Step-by-Step Breakdown
Step 1: Navigate to the "Employees" worksheet
The question specifies starting from this sheet. The macro records actions against the active sheet's page setup, so being on the correct sheet ensures the macro is recorded in the right context. If you record from the wrong sheet, the macro may reference the wrong sheet's settings or behave unexpectedly.
Step 2: Open the Record Macro dialog
Go to View tab → Macros → Record Macro (or Developer tab → Record Macro).
This opens the configuration dialog before any actions are recorded.
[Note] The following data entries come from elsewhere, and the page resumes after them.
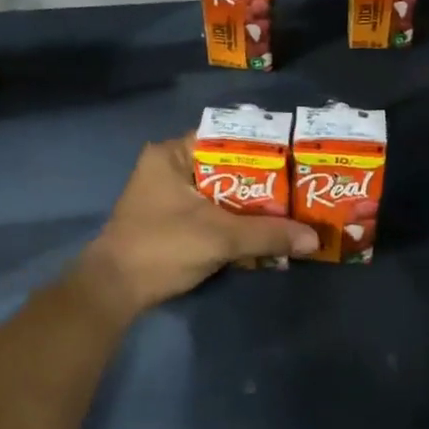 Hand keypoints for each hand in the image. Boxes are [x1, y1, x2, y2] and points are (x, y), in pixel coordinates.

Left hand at [76, 136, 318, 318]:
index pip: (227, 137)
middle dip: (264, 183)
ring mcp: (170, 196)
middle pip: (228, 167)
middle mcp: (170, 167)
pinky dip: (236, 223)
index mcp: (173, 154)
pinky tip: (265, 235)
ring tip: (292, 212)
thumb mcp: (220, 237)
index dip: (264, 147)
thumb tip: (314, 239)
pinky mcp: (172, 221)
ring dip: (252, 207)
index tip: (296, 158)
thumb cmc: (162, 247)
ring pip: (222, 193)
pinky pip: (213, 213)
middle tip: (301, 189)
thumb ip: (268, 234)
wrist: (114, 291)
You must configure the macro's name and storage location before clicking OK, because once you click OK, recording begins immediately and every subsequent action becomes part of the macro.
Step 3: Name the macro "Header"
In the Macro name field, type exactly Header.
Macro names must match exactly when called later. A misspelling means the macro won't be found by name. Macro names also cannot contain spaces.
Step 4: Set "Store macro in" to "This Workbook"
In the Store macro in dropdown, select This Workbook.
| Option | Where it lives | Availability |
|---|---|---|
| This Workbook | Inside the current .xlsm file | Only when that file is open |
| Personal Macro Workbook | Hidden global workbook | Available in all Excel sessions |
| New Workbook | A new file | Only in that file |
Storing in "This Workbook" means the macro travels with the file and is scoped to it - the correct choice when the macro is meant for this workbook specifically. Choosing "Personal Macro Workbook" would be wrong here because the exam specifies the current workbook.
Step 5: Click OK to begin recording
From this point, every action you take is captured. Work efficiently and avoid extra clicks.
Step 6: Open Page Setup → Header/Footer → Custom Header
Go to Page Layout tab → click the Page Setup dialog launcher (small arrow in the corner) → Header/Footer tab → Custom Header.
This is the only place where you can insert dynamic header codes like sheet name and page number using the toolbar buttons. Using the simple built-in header dropdown presets won't give you independent left/right cell control with dynamic codes.
Step 7: Insert Sheet Name in the Left section
Click inside the Left section box, then click the Insert Sheet Name button (looks like a tab icon, inserts the &[Tab] code).
&[Tab] is a dynamic code - it automatically updates to display whatever the sheet is currently named. If you type the sheet name as plain text instead, it becomes hardcoded and won't update if the sheet is renamed.
Step 8: Insert Page Number in the Right section
Click inside the Right section box, then click the Insert Page Number button (inserts &[Page]).
&[Page] dynamically shows the current page number at print time. Putting it in the right cell specifically matches the requirement - left/center/right are distinct cells and must be set independently.
Step 9: Click OK to close the dialogs
Close Custom Header → OK → OK through Page Setup.
Step 10: Stop recording
Go to View → Macros → Stop Recording (or click the Stop button in the status bar).
If you skip this step, everything you do afterward continues to be recorded into the macro - including closing dialogs, switching sheets, or other actions - corrupting the macro's behavior.
What Goes Wrong if Steps Are Skipped
| Skipped Step | Result |
|---|---|
| Wrong worksheet active | Macro may apply to wrong sheet context |
| Wrong storage location | Macro unavailable or stored in wrong place |
| Typed name instead of dynamic code | Header doesn't update dynamically |
| Left/right sections swapped | Sheet name and page number appear on wrong sides |
| Forgot to stop recording | Extra unintended actions added to macro |
Memory Tip
"Name it, Store it, Do it, Stop it"
- Name it - give the macro a meaningful name before recording
- Store it - choose where it lives (this workbook)
- Do it - perform the actions you want automated
- Stop it - explicitly end recording
For the header codes specifically: think Left = Label (sheet name), Right = Running page number.